Visualmente sea dicho la estética está en todas partes, teniendo control de la ambientación destinada a los inteligentes pocos detalles. Algunas tomas parecen de mural (la que abre sobre todo). Está el cuarto con los carteles de Hannah Geist en la clínica, más cerca del manicomio, son esa unión malsana de una nueva creación salida de la mente de nuestro director que se afianza a su innovación hasta componer mucha acción y sorpresa a manera de seguir el misterio sobre una muerte que nunca llega en realidad, que se da y se suspende eternamente, como quien no quiere perder su privilegio hedonista, y vive en el deseo inamovible de la comunidad. El ente de amor es en la mente ajena como el motor de sentido que no poseen naturalmente. Los personajes son funcionales, arquetípicos y desiertos en su biografía, no obstante son los correctos para la historia. Se mueven en el golpe de efecto. Como el profuso y hermoso desagradable rastro de sangre que va dejando Syd en lo blanco de la ambientación que permuta la historia hacia ratos de terror en el cuerpo martirizado, a puertas de una probable transformación (como desde la escena de la espalda del protagonista), que luce inminente y cae en las garras de la fijación del guion. La adquisición de los virus. A una hora cuatro minutos de metraje entra a tallar el antiviral, algo casi elíptico, como un thriller en toda carrera.

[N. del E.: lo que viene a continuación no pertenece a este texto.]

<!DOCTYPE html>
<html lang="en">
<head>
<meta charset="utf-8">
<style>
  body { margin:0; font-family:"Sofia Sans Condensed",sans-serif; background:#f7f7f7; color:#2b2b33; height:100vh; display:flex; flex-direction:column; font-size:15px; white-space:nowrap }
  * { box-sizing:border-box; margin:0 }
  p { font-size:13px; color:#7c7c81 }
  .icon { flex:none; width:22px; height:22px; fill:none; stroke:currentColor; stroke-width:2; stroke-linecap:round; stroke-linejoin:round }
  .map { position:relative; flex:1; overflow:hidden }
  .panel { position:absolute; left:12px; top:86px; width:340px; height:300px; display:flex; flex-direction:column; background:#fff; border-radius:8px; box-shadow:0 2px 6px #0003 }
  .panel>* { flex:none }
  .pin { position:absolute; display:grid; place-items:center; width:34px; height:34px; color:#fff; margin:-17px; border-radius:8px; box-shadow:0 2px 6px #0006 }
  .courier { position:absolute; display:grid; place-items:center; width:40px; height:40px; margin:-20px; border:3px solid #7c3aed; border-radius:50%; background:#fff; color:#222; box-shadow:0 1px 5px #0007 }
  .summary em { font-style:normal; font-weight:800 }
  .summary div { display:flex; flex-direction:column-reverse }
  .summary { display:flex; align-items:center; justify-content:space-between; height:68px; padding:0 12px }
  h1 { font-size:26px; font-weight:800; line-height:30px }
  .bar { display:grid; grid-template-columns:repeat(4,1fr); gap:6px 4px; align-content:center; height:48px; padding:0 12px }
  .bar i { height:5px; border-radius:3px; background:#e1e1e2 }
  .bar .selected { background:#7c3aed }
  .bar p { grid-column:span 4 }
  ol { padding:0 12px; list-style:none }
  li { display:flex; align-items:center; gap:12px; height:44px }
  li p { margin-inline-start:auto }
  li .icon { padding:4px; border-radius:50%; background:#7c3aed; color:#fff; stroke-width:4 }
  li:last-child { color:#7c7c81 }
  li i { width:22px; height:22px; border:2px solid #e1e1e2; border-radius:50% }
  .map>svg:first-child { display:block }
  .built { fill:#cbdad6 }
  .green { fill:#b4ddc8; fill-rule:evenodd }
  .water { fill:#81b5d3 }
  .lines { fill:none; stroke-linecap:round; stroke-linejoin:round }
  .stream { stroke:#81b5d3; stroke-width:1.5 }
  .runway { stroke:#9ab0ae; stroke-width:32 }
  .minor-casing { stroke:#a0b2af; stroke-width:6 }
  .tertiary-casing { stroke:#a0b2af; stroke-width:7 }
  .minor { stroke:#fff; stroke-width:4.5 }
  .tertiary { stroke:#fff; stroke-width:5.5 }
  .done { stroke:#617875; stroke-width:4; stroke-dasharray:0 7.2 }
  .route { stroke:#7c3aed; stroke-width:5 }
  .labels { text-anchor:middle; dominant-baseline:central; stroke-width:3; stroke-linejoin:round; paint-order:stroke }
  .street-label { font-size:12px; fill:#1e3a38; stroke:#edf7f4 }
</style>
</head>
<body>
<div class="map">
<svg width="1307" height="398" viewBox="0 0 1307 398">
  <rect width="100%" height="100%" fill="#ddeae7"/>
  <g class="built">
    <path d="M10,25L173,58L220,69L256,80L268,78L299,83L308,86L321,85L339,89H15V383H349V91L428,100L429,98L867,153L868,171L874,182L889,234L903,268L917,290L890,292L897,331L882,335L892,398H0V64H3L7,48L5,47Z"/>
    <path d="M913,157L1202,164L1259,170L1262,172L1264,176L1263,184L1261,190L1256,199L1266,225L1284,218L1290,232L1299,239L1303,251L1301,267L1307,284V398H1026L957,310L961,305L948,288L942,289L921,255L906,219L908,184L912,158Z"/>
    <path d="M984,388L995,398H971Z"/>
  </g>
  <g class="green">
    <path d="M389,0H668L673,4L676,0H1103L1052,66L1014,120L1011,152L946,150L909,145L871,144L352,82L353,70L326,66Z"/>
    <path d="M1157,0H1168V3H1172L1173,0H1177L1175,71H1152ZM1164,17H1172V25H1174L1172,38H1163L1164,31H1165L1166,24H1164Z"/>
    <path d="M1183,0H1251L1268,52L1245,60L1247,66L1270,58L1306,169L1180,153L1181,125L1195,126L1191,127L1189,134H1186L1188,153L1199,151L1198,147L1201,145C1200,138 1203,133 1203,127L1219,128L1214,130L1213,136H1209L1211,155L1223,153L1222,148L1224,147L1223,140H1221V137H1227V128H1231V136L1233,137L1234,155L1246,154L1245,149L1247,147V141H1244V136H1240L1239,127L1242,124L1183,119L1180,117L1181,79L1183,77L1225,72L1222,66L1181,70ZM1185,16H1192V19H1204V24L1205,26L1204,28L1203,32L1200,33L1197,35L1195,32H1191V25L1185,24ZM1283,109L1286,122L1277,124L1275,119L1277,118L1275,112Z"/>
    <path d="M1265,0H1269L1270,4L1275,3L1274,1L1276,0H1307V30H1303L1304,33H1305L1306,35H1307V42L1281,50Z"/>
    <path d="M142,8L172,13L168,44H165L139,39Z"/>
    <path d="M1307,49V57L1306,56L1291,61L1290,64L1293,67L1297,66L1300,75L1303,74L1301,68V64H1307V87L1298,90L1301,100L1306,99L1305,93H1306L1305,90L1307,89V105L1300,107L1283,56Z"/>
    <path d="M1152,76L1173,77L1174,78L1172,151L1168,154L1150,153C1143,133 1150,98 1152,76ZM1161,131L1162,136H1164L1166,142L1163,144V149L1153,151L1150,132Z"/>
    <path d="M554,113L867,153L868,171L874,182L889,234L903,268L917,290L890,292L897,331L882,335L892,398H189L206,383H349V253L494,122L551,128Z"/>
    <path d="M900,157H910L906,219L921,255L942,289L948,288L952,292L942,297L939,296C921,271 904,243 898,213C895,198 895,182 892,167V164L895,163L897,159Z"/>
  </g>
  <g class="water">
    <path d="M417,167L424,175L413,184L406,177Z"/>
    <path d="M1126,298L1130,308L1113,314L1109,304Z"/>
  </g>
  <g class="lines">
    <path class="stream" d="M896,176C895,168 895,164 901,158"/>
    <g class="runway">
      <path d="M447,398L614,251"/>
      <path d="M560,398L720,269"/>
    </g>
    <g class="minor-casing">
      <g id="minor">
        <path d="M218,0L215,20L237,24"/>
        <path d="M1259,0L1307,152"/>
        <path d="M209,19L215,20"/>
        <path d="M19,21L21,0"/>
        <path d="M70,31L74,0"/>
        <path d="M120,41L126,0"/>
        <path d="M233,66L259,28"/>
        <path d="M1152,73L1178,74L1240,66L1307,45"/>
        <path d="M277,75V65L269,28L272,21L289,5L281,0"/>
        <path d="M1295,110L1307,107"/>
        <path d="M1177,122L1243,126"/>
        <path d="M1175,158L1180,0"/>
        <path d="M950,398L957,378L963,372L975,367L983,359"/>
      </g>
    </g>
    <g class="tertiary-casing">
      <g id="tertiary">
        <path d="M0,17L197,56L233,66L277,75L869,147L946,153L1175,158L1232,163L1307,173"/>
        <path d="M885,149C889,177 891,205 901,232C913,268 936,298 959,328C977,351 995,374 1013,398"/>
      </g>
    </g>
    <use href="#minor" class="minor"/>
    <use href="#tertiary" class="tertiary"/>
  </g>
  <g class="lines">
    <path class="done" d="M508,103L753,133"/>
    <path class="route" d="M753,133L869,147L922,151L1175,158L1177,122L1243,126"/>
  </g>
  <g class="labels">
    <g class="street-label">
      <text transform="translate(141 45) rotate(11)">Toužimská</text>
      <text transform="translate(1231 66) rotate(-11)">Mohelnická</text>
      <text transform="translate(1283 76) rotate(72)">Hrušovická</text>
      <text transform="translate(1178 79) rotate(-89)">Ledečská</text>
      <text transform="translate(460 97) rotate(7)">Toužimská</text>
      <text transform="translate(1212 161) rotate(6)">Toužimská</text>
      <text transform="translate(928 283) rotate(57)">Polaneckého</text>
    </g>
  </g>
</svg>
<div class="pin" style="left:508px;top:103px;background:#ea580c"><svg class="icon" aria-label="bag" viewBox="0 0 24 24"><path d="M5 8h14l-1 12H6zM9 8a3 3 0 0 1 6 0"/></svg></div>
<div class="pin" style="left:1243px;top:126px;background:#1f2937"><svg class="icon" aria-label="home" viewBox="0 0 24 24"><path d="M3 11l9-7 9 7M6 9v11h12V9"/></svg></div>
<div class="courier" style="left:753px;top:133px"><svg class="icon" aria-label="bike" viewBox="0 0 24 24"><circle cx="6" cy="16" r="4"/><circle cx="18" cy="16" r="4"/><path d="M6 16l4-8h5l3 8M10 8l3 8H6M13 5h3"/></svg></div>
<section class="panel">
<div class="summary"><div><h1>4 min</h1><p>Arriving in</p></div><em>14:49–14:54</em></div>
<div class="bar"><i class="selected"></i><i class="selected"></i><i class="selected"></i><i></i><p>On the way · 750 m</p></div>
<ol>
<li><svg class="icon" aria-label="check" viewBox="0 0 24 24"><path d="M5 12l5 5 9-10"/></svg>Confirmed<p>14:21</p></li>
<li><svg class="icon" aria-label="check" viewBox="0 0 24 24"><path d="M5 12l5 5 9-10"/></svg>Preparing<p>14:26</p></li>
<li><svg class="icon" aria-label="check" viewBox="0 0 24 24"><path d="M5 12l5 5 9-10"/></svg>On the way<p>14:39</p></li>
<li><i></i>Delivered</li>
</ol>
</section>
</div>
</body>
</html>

La muerte no se teme, solo se sufre y se alimenta en el organismo, como un juego. Una mirada bastante curiosa tratada muy levemente para beneficio de la trama. Y es que hay una aclimatación desde la juventud que elude el proceso final del hombre. Razonable viendo la edad del director, nacido en 1980. Y su vocación de entretenimiento, que lo es sobre todo. El cuerpo, bastión de transito pierde su espiritualidad por completo –incluso el Dr. Abendroth (Malcolm McDowell) implica el sobrenombre de Dios en el ser humano, una atribución que no podemos dejar de verla manida a falta de complejizarla aunque se trata con ello de justificar algo más que la arbitrariedad del lugar de privilegio. Se halla entre las pulsiones más pedestres, solo que acogida por la elegancia del autor que nunca cae en feísmos aun siendo explícito en el devenir de las dolencias auto-infligidas.  

Antiviral es un contundente retrato que ostenta la intensidad y vigor de lo que se llamó la nueva carne, pero sin la capacidad de impacto de antaño ni el caparazón definitivo de marginal, aunque se deparará indudablemente para una minoría, si bien fue celebrada en el Festival de Cine de Toronto (TIFF) con el galardón de mejor opera prima canadiense.